It seems planned economy gains more and more fans. I think they are wrong. I think, despite all it's flaws, market economy deals better with the fluidity of change. What do you think?
well, we have always learn in text that planned economy against the mixed or liberal market economy robs innovation and the need to strive, compete and human freedom. i think the society's psychological nature and evolution has a lot to do with the economic methods adopted consciously or not. today the gap between rich and poor seem to widen, with no filling from established institutions or government, wars, revolutions and envy are raging all over the world, forcing a desperate need for control and check.....this cannot be done by letting dd and ss play out into survival of the fittest, especially with depleting. Hence the need for planning.....planning in this case, no longer comes as fitting central prices, not necessarily, rather a pull of policy strings and activities of corporations/few individuals that have gained govt rights and favors to influence...... so i believe the shift from desired market economy to planned, is geared by depleting limited resources, widened disparity in income, and the chilling human heart speedy running cold and need to be checked. Free market is good just like democracy, just that its adjustment can take too long to bring its benefit. crtl may become neccessary
Planned economy was adopted by Bolchevism. But it has been adopted and adapted by regimes whose opposition to Bolchevism and compromise with capitalism were notorious. Indicative planning, "économie concertée", have been adopted by France after World War II, and by Italy as well, differing from "imperative planning", adopted into countries under marxist influence. Indicative planning, in an interventionnist State, even comes to make easier to private agents economic calculation, as it was brought to light by Law Scholars like André de Laubadère, Gérard Farjat, Alexis Jacquemin, Giovanni Quadri, Massimo Severo Giannini, Robert Savy and Bernard Chenot. Scientifically, there is no concept of better or worse, such a qualification - better or worse - has political roots.
I am not sure if Indicative planning can/should be confused with planned economy.
The difference is, i think, huge. As indicative planning means the government influences economy, while in planned economy the government manages economy in detail.
This question to me is like waving a huge chunk of red meat in front of a starving wolf! The history of the last 100 years is clear--planning does not work on a large scale because (i) no one is smart enough to figure out how to allocate resources; (ii) with robbed incentives figure out how production targets are to be met and (iii) there is absolutely no innovation. The history of the USSR and China with their 5-year plans etc. is absolutely clear. Look at what happened to food production in China before and after the government permitted farmer ownership of the produce. If a planned economy worked, Cuba would be booming! That said, it doesn't mean that unfettered free market is the way to go. The price mechanism, which is smart enough to coordinate the production of goods and services in what I might term a Marshallian economy does not work so well when coordinating the savings and investment decision.

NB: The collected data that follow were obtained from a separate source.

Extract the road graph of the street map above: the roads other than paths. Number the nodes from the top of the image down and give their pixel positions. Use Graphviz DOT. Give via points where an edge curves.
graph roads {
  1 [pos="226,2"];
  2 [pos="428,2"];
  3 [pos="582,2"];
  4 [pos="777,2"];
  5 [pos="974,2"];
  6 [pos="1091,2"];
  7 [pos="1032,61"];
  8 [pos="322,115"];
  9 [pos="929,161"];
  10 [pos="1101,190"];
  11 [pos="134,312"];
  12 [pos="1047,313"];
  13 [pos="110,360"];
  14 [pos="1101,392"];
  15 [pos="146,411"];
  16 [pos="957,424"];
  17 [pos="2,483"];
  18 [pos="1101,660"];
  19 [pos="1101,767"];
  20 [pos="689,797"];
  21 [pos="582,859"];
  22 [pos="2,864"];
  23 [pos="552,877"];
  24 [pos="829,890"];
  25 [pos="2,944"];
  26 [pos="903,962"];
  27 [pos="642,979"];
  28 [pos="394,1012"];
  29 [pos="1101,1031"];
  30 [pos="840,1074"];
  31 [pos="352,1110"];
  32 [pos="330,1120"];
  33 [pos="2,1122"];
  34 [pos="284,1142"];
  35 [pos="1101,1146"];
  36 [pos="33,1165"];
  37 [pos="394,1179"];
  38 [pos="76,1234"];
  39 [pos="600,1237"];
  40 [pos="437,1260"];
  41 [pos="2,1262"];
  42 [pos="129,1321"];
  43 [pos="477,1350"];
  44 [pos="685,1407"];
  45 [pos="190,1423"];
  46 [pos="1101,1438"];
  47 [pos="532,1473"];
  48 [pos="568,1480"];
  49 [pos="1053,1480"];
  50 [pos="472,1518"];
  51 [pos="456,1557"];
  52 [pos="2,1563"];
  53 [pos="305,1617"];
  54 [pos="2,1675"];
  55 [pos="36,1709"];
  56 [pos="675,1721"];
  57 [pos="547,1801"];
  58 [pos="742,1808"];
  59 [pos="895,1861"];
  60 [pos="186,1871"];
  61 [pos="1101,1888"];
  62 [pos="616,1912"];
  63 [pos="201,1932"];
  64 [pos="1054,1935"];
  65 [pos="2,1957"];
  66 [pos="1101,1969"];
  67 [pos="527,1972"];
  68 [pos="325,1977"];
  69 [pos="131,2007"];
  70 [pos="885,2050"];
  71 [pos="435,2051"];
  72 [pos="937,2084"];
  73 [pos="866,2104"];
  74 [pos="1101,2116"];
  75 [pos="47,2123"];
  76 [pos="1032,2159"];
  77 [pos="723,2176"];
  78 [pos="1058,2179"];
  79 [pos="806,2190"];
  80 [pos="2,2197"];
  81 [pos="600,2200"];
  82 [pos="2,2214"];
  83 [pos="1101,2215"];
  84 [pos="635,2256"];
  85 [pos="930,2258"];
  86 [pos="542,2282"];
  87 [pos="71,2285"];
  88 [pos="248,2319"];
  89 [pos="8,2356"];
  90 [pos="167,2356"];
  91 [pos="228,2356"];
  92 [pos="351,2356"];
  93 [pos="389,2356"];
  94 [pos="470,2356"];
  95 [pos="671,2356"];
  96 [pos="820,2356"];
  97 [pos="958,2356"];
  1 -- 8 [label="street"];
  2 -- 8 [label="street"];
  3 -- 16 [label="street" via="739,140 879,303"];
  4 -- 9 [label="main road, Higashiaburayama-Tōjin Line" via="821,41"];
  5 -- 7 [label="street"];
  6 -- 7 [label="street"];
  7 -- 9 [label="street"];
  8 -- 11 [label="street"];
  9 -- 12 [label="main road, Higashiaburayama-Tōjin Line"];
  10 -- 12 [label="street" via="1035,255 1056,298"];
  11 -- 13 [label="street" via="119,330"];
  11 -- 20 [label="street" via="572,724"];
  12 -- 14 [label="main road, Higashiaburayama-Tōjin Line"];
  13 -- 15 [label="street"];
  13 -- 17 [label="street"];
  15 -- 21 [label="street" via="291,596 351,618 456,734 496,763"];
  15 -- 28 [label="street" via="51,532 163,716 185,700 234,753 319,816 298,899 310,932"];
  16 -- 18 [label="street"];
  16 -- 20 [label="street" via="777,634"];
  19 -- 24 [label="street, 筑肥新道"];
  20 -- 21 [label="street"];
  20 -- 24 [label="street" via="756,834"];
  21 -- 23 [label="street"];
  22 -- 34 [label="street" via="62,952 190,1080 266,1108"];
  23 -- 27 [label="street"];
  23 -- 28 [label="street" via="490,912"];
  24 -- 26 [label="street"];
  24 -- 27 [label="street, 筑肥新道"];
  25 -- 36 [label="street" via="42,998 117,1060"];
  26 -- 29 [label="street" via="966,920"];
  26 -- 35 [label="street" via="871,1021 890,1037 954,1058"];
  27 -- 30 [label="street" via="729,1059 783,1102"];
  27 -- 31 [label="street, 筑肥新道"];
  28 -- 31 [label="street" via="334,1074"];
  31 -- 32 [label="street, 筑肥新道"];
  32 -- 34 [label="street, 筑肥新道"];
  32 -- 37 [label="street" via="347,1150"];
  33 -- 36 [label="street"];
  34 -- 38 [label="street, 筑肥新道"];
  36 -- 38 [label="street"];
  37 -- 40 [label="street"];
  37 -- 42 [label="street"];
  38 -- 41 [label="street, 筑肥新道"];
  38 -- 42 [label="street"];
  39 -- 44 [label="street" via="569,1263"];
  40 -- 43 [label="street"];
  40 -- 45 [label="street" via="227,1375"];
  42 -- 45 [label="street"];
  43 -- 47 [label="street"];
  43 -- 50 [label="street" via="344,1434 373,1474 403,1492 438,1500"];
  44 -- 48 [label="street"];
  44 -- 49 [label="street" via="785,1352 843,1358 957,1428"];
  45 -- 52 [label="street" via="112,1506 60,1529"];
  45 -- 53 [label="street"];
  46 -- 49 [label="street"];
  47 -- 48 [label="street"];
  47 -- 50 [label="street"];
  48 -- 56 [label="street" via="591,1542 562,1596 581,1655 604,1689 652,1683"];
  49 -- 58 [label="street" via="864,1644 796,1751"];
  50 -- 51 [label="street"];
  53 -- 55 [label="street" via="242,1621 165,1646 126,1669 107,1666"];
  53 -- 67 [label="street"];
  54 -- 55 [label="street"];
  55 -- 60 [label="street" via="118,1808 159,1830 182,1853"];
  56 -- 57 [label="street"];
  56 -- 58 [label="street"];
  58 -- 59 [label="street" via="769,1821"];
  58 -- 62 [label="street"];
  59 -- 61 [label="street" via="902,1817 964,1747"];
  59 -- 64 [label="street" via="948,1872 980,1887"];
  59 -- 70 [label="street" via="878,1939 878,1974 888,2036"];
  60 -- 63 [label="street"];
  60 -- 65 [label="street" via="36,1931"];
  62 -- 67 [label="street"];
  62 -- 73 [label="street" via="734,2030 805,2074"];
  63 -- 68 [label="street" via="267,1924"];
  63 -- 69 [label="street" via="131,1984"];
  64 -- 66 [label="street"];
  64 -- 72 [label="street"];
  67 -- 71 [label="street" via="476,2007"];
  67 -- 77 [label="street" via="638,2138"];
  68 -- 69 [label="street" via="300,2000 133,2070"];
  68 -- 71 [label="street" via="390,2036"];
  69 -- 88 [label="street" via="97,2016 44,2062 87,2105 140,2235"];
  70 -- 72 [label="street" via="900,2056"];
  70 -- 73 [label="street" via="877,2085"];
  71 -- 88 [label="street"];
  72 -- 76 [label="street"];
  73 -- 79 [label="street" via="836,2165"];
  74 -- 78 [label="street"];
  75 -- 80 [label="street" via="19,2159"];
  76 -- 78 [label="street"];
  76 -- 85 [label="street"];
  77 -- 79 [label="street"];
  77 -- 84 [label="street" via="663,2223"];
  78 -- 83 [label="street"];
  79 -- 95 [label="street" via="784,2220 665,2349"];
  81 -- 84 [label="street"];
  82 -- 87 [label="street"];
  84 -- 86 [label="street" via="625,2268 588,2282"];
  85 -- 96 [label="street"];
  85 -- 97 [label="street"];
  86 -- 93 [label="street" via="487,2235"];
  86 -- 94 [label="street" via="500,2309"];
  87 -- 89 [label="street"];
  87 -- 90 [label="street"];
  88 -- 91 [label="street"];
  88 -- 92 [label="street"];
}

I believe that in normal times, interest rates can coordinate this within what might be termed Leijonhufvud's 'corridor' but we can get Keynes' dinner problem outside that corridor (my decision not to eat lunch does not signal to the chef that I want a larger dinner). Moreover, long cycle capital investment (steel mills) is probably not well-coordinated by price signals, which gives us boom-bust cycles (or at least Hogg-like cycles). Finance in a market economy presents special challenges. But the current disenchantment with capitalism arising from the financial crisis should not lead us into the view that we need to return to the golden age of planning. There never was a golden age. If anyone can cite evidence to the contrary, I am very interested in seeing it.
No doubt we are on the same page. I have opened the topic as I really want to see arguments toward planned economy.
The resurrection of Marx theory, can be observed in citation numbers, it has exploded since 2007. I think we had enough communism, if there is a "outside the box" way to solve the crisis, we really need something new, not something old and proven wrong.
Well, I've never been with marxist theory, although I think that erasing from the photograph is something stalinistic: indeed, I much prefer weberian analysis. And planning does not come from a theory that points to dissolution of state: it was used as an instrument of managing by Governments that used to invoke such a theory. I think that Keynes has brought an interesting solution when in his General theory he has studied the policies of New Deal.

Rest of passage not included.